### NetCDF files to .hyper for use in Tableau

Recently, Klaus Schulte asked for some help with wrestling NetCDF files into Tableau.  I wrote up a little script with Python to pull the data out and convert it to a .hyper file for use in Tableau and figured that I should go ahead and document and share the script in case anyone else had a similar problem - so here it is!

This Jupyter notebook will walk through the steps of exploring and processing NetCDF files for use in Tableau.

A blog post with some more details on the Tableau side of working with the data is [here](fill in the url)

Note that this example is a simple NetCDF file, and not all are this straightforward in terms of their structure, but some resources on NetCDF files are linked below.

#### What is NetCDF?
NetCDF files are a special file format for storing array-oriented scientific data.  

Typically you'll have a grid of locations and then a number of attributes associated with each of those locations.  For each attribute at each location you might have multiple measurements or time steps.  The data gets complicated pretty fast!  

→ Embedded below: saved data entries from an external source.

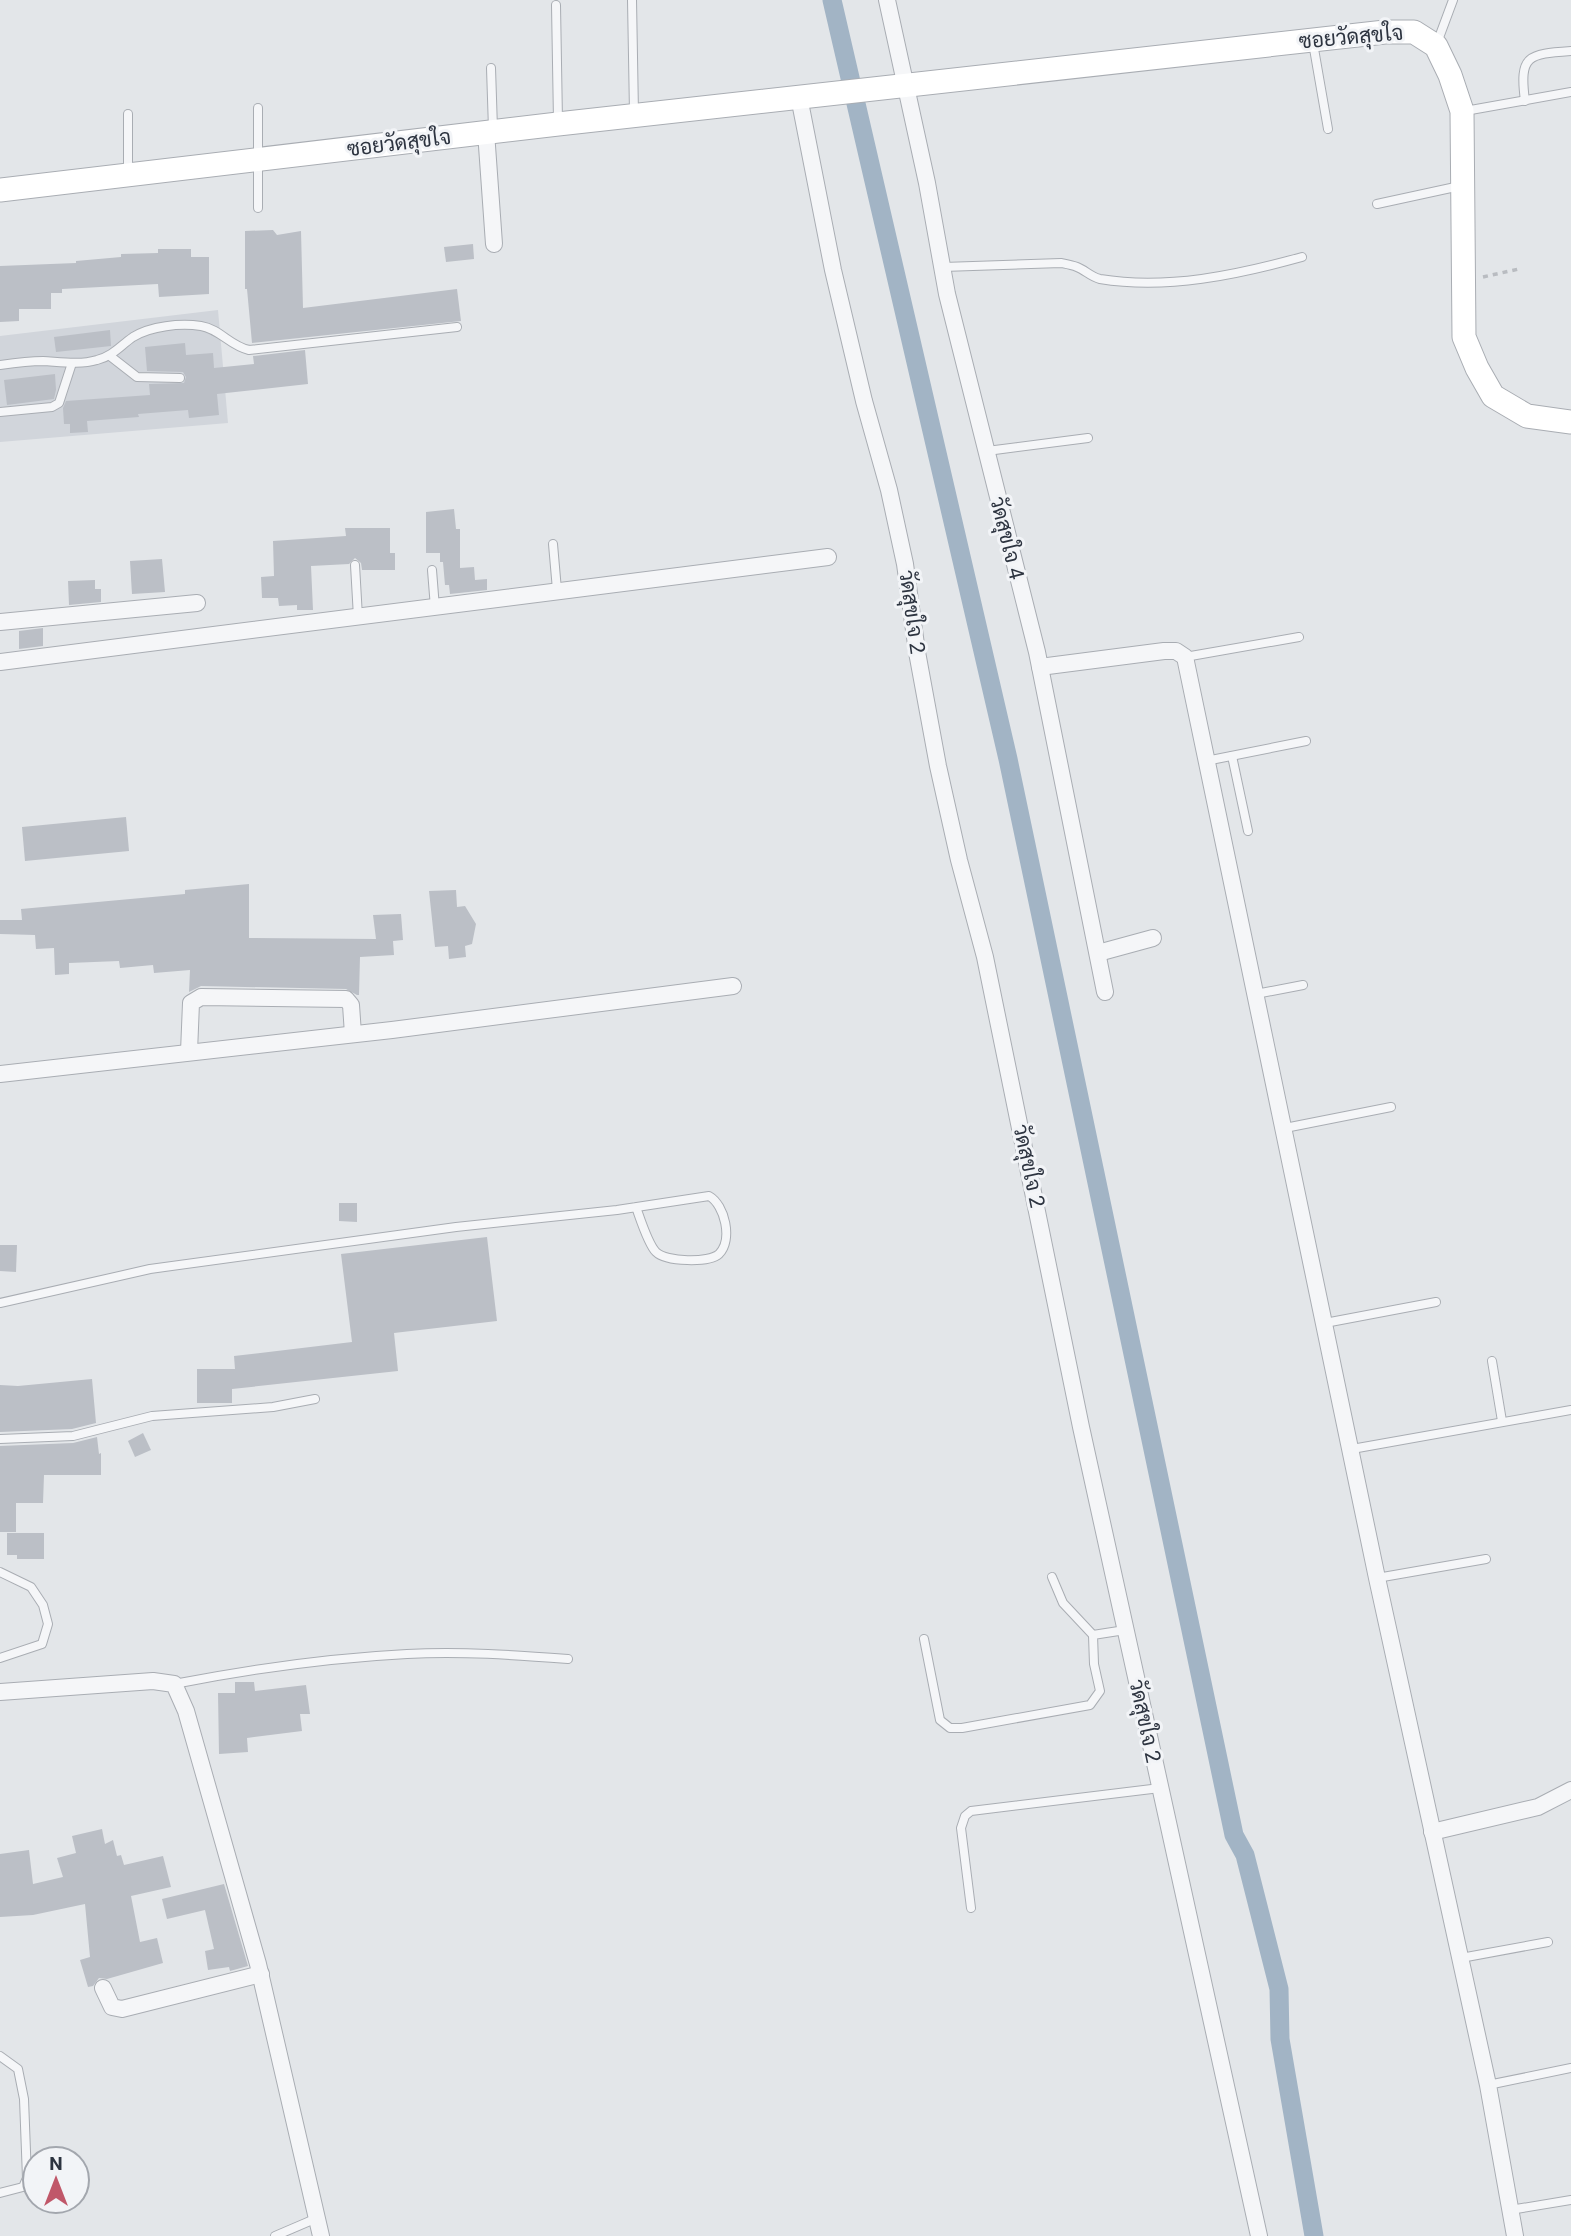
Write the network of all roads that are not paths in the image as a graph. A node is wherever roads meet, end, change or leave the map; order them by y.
1 (632, 0) edge
2 (887, 0) edge
3 (1452, 0) edge
4 (556, 5) dead end
5 (1313, 40) junction
6 (1436, 46) junction
7 (1571, 51) edge
8 (491, 68) dead end
9 (906, 85) junction
10 (1571, 92) edge
11 (809, 96) junction
12 (1525, 101) junction
13 (258, 108) dead end
14 (1462, 111) junction
15 (128, 114) dead end
16 (634, 116) junction
17 (558, 124) junction
18 (1328, 129) dead end
19 (489, 132) junction
20 (258, 160) junction
21 (128, 175) junction
22 (1463, 186) junction
23 (0, 190) edge
24 (1377, 204) dead end
25 (258, 208) dead end
26 (495, 244) dead end
27 (1302, 257) dead end
28 (943, 267) junction
29 (457, 327) dead end
30 (110, 356) junction
31 (72, 363) junction
32 (0, 365) edge
33 (180, 377) dead end
34 (0, 412) edge
35 (1571, 422) edge
36 (1088, 438) dead end
37 (987, 451) junction
38 (553, 544) dead end
39 (828, 557) dead end
40 (355, 565) dead end
41 (432, 570) dead end
42 (557, 590) junction
43 (197, 603) dead end
44 (435, 608) junction
45 (358, 617) junction
46 (0, 622) edge
47 (1300, 637) dead end
48 (1185, 657) junction
49 (0, 662) edge
50 (1040, 667) junction
51 (1307, 741) dead end
52 (1232, 756) junction
53 (1206, 761) junction
54 (1248, 831) dead end
55 (1153, 938) dead end
56 (1098, 954) junction
57 (1303, 985) dead end
58 (733, 986) dead end
59 (1105, 992) dead end
60 (1256, 994) junction
61 (353, 1034) junction
62 (188, 1052) junction
63 (0, 1074) edge
64 (1391, 1107) dead end
65 (1285, 1128) junction
66 (636, 1207) junction
67 (1436, 1302) dead end
68 (0, 1303) edge
69 (1325, 1322) junction
70 (1492, 1361) dead end
71 (316, 1399) dead end
72 (1571, 1410) edge
73 (1502, 1420) junction
74 (0, 1438) edge
75 (1352, 1449) junction
76 (1486, 1559) dead end
77 (0, 1572) edge
78 (1052, 1577) dead end
79 (1377, 1578) junction
80 (1125, 1630) junction
81 (1093, 1635) junction
82 (924, 1639) dead end
83 (0, 1658) edge
84 (568, 1659) dead end
85 (174, 1684) junction
86 (0, 1692) edge
87 (1160, 1788) junction
88 (1571, 1790) edge
89 (1432, 1832) junction
90 (971, 1908) dead end
91 (1548, 1942) dead end
92 (1461, 1958) junction
93 (261, 1974) junction
94 (103, 1988) dead end
95 (0, 2056) edge
96 (1571, 2068) edge
97 (1488, 2085) junction
98 (0, 2193) edge
99 (1571, 2200) edge
100 (1510, 2210) junction
101 (317, 2218) junction
102 (275, 2236) edge
103 (321, 2236) edge
104 (1259, 2236) edge
105 (1515, 2236) edge

1 - 16 lane
2 - 9 street, วัดสุขใจ 4
3 - 6 lane
4 - 17 lane
5 - 6 street, ซอยวัดสุขใจ
5 - 9 street, ซอยวัดสุขใจ
5 - 18 lane
6 - 14 street, ซอยวัดสุขใจ
7 - 12 lane
8 - 19 lane
9 - 11 street, ซอยวัดสุขใจ
9 - 28 street, วัดสุขใจ 4
10 - 12 lane
11 - 16 street, ซอยวัดสุขใจ
11 - 80 street, วัดสุขใจ 2
12 - 14 lane
13 - 20 lane
14 - 22 street, ซอยวัดสุขใจ
15 - 21 lane
16 - 17 street, ซอยวัดสุขใจ
17 - 19 street, ซอยวัดสุขใจ
19 - 20 street, ซอยวัดสุขใจ
19 - 26 street
20 - 21 street, ซอยวัดสุขใจ
20 - 25 lane
21 - 23 street, ซอยวัดสุขใจ
22 - 24 lane
22 - 35 street, ซอยวัดสุขใจ
27 - 28 lane
28 - 37 street, วัดสุขใจ 4
29 - 30 lane
30 - 31 lane
30 - 33 lane
31 - 32 lane
31 - 34 lane
36 - 37 lane
37 - 50 street, วัดสุขใจ 4
38 - 42 lane
39 - 42 street
40 - 45 lane
41 - 44 lane
42 - 44 street
43 - 46 street
44 - 45 street
45 - 49 street
47 - 48 lane
48 - 50 street
48 - 53 street
50 - 56 street, วัดสุขใจ 4
51 - 52 lane
52 - 53 lane
52 - 54 lane
53 - 60 street
55 - 56 street
56 - 59 street, วัดสุขใจ 4
57 - 60 lane
58 - 61 street
60 - 65 street
61 - 62 street
61 - 62 street
62 - 63 street
64 - 65 lane
65 - 69 street
66 - 66 lane
66 - 68 lane
67 - 69 lane
69 - 75 street
70 - 73 lane
71 - 74 lane
72 - 73 lane
73 - 75 lane
75 - 79 street
76 - 79 lane
77 - 83 lane
78 - 81 lane
79 - 89 street
80 - 81 lane
80 - 87 street, วัดสุขใจ 2
81 - 82 lane
84 - 85 lane
85 - 86 street
85 - 93 street
87 - 90 lane
87 - 104 street, วัดสุขใจ 2
88 - 89 street
89 - 92 street
91 - 92 lane
92 - 97 street
93 - 94 street
93 - 101 street
95 - 98 lane
96 - 97 lane
97 - 100 street
99 - 100 lane
100 - 105 street
101 - 102 lane
101 - 103 street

The [UCAR web site on NetCDF files](https://www.unidata.ucar.edu/software/netcdf/) has all sorts of information about the file format, structure, and use cases!  I highly recommend scrolling through if you have to create or deal with NetCDF files 

### Get to the good stuff, the script!
The first thing we need to do is import some useful libraries for working with the data.  In this case, I'm using [Pandas](https://pandas.pydata.org/) and [netCDF4](https://pypi.org/project/netCDF4/).  These are what I will use to read in a NetCDF file and manipulate the data so that it's in a good shape to put into a .hyper file using the [Tableau Hyper API](https://help.tableau.com/current/api/hyper_api/en-us/index.html) 

In [1]:
# import some useful libraries
import netCDF4
import pandas as pd

Next, let's grab some NetCDF files to work with, and then make sure that Python is going to know where to find them.

I'm going to work with files from [this site](https://www.ufz.de/index.php?de=37937)

Specifically, I'll use this monster huge file [here](https://www.ufz.de/export/data/2/269199_SMI_SM_L02_Oberboden_monatlich_1951-01_2021-12_inv.nc) 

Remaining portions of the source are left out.